Six Speeds are better than Five Speeds

[note: this was a posting to by me, soon after I got the VL Option-6 transmission installed...approximately one year later it died and was replaced with an ACN wide-ratio box which is still plugging along today nearly six years later]

At least six times better, if you ask me.

I finally got my VL Option-6 tranny in my car and on the road, and I love it.

Here are the gory details. Driving to bike races every weekend at several hours each way during the summer had made me want something to change the high-revving top gear of my 88 GTI. Why waste all those nice revs on a boring straight interstate?

The cheapest solution would probably be to change out the 5th from .91 to .80 or .75, but that would leave a big jump from 4th to 5th. My dad's old '80 924T had a gearbox like this, where you only used 5th above 55 mph. With more power, you can get away with such wide spacing. But my car does not (yet) have even the 150 horses of the 924T. I decided against this.

Modify the existing transmission somehow? Maybe a different final drive? Bob from Shine Racing recommended against changing to a 3.42 from my 3.67, saying it might work with a 2.0 but my 1.8 wouldn't have enough torque to pull it off. So that was out.

How about a new six-speed gearbox? I got an Autotech catalog, which did have a six-speed box, but it appeared to be intended for racing. And was about $3500 - no thanks, I only paid $4000 for the car.

Time passed. I read the _european car_ article about the Eurospec six-speed, but it was still $2300. Bob put me on the trail of VL Enterprises, and the proprietor Vince Locicero's Option-6. An ad in the back of _ec_ led me to a web page with a few pictures and facts. I began corresponding with Vince, and settled on the middle of his three basic options: 1) you buy the kit, which has a new end cap with sixth gear and some other pieces, and are on your own for installation - ~$1000; 2) Vince puts the kit on your tranny for you, inspecting it in the process - ~$1350; 3) just buy a whole 6-speed box from Vince - ~$1700. He recommended a lower 3.94 final and 0.71 6th, but I settled on my existing 3.67 final and a 0.75 6th, the same gear as a wide-ratio box's 5th.

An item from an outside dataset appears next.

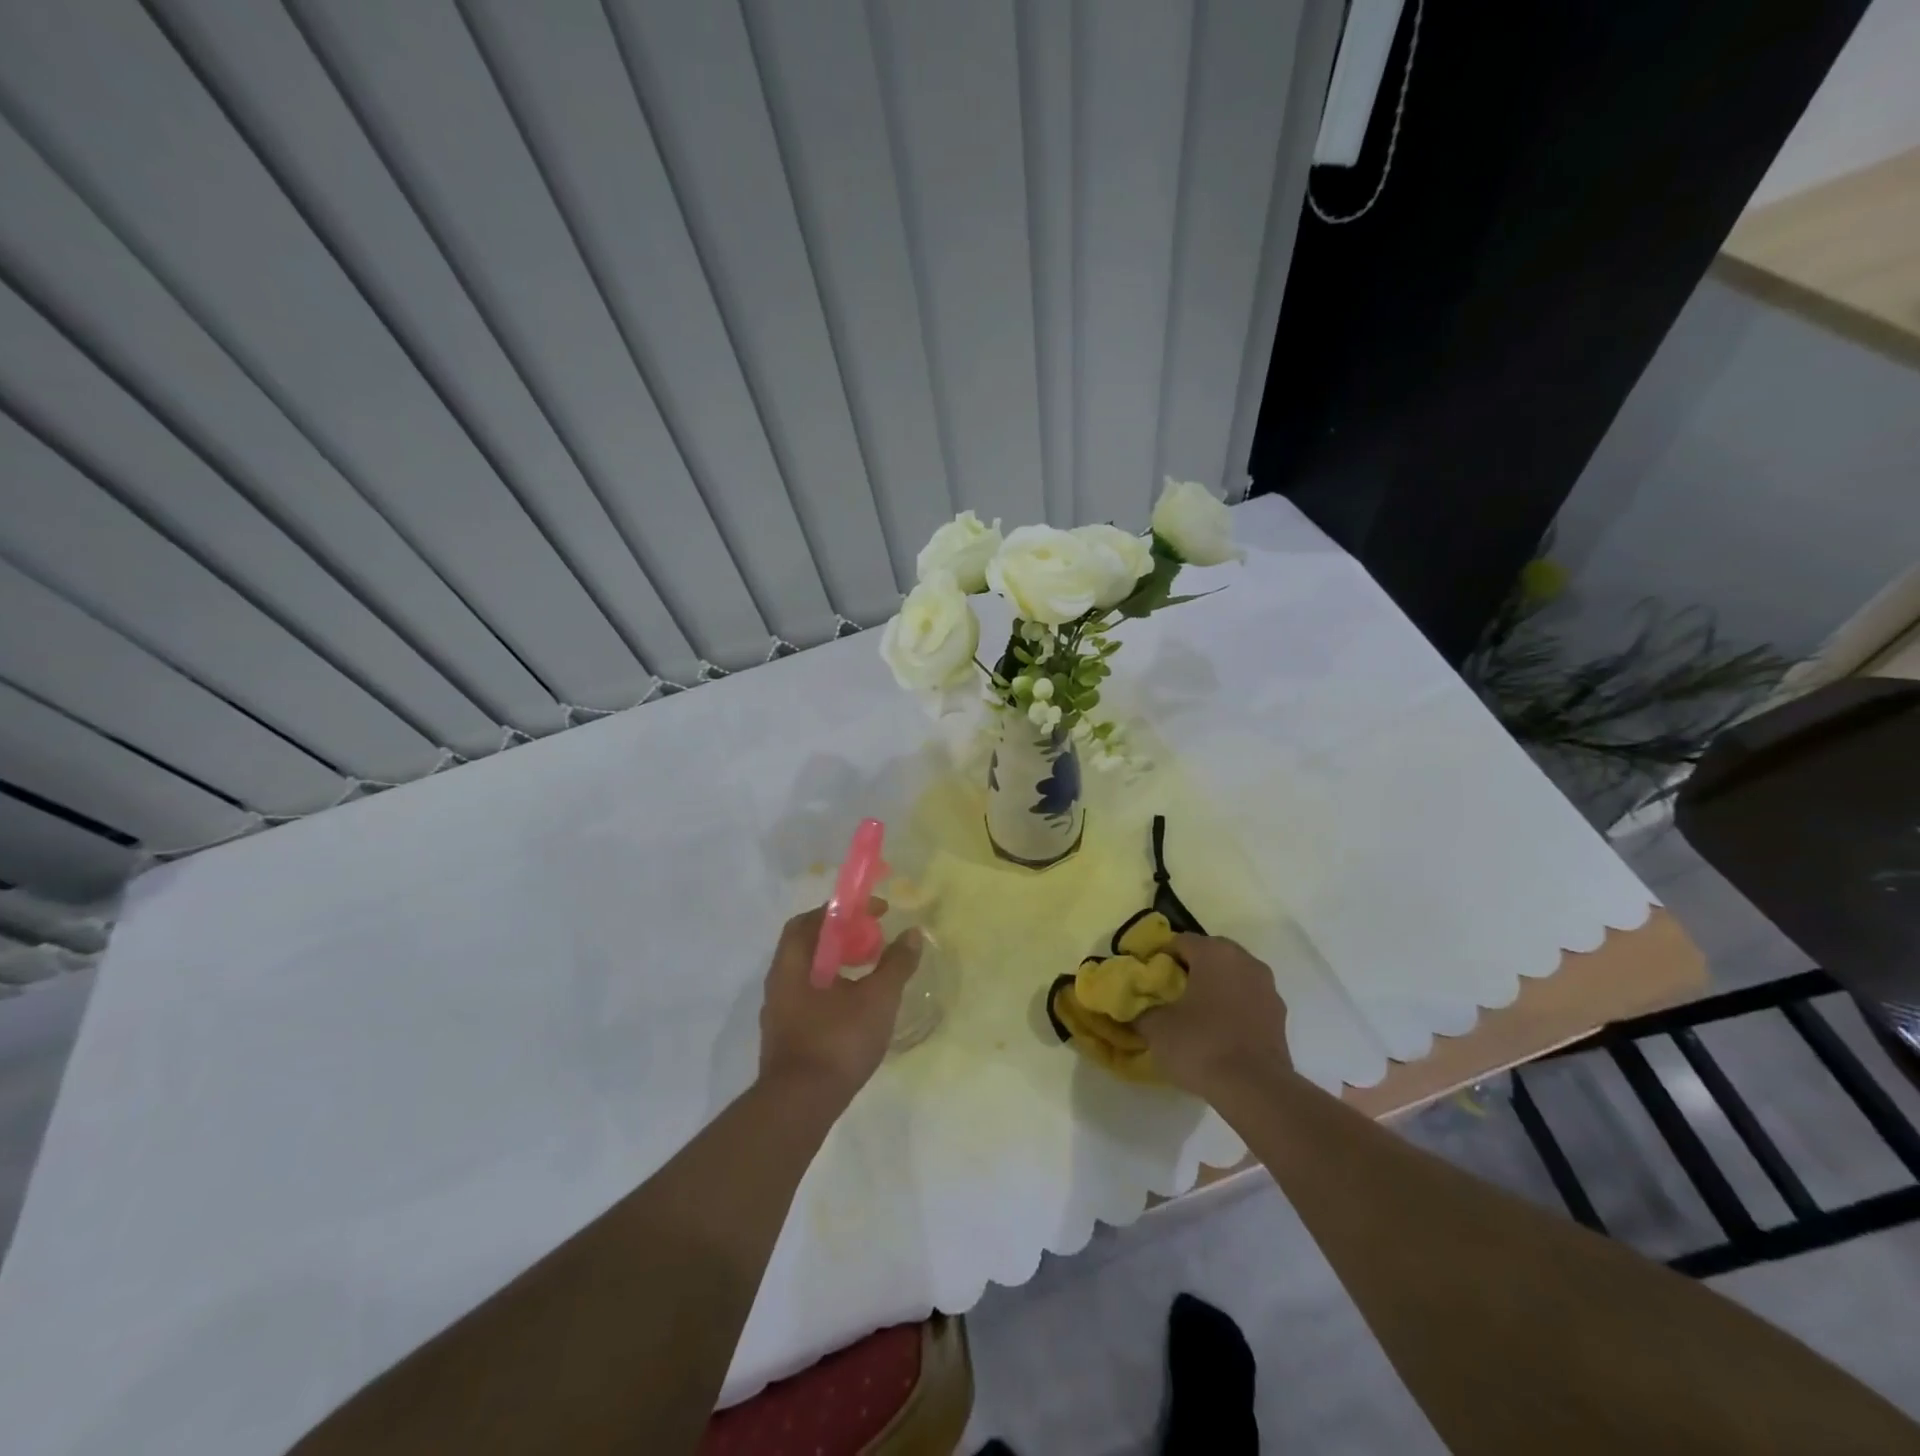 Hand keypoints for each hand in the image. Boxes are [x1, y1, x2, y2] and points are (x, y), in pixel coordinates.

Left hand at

It was already February, and I was concerned about time remaining until I wanted to start driving all around, but went with the middle choice because it would use a known pretty-good tranny (154k, no problems yet) of mine and save me some money over a whole box which would be someone else's rebuilt box anyway. The tradeoff was time. Vince said the operation in his shop would take 1 to 2 days. Great, but his shop is in Oregon and the car is here in Idaho.

At last the day (Thursday) arrived when I dropped off the car at my friendly local VW dealer. They removed the tranny (Friday) and shipped it off (Monday) to Oregon along with the Velocity stage 2 limited-mini-slip kit which Vince had said he would install for free and the two quarts of MTL90 I got with it.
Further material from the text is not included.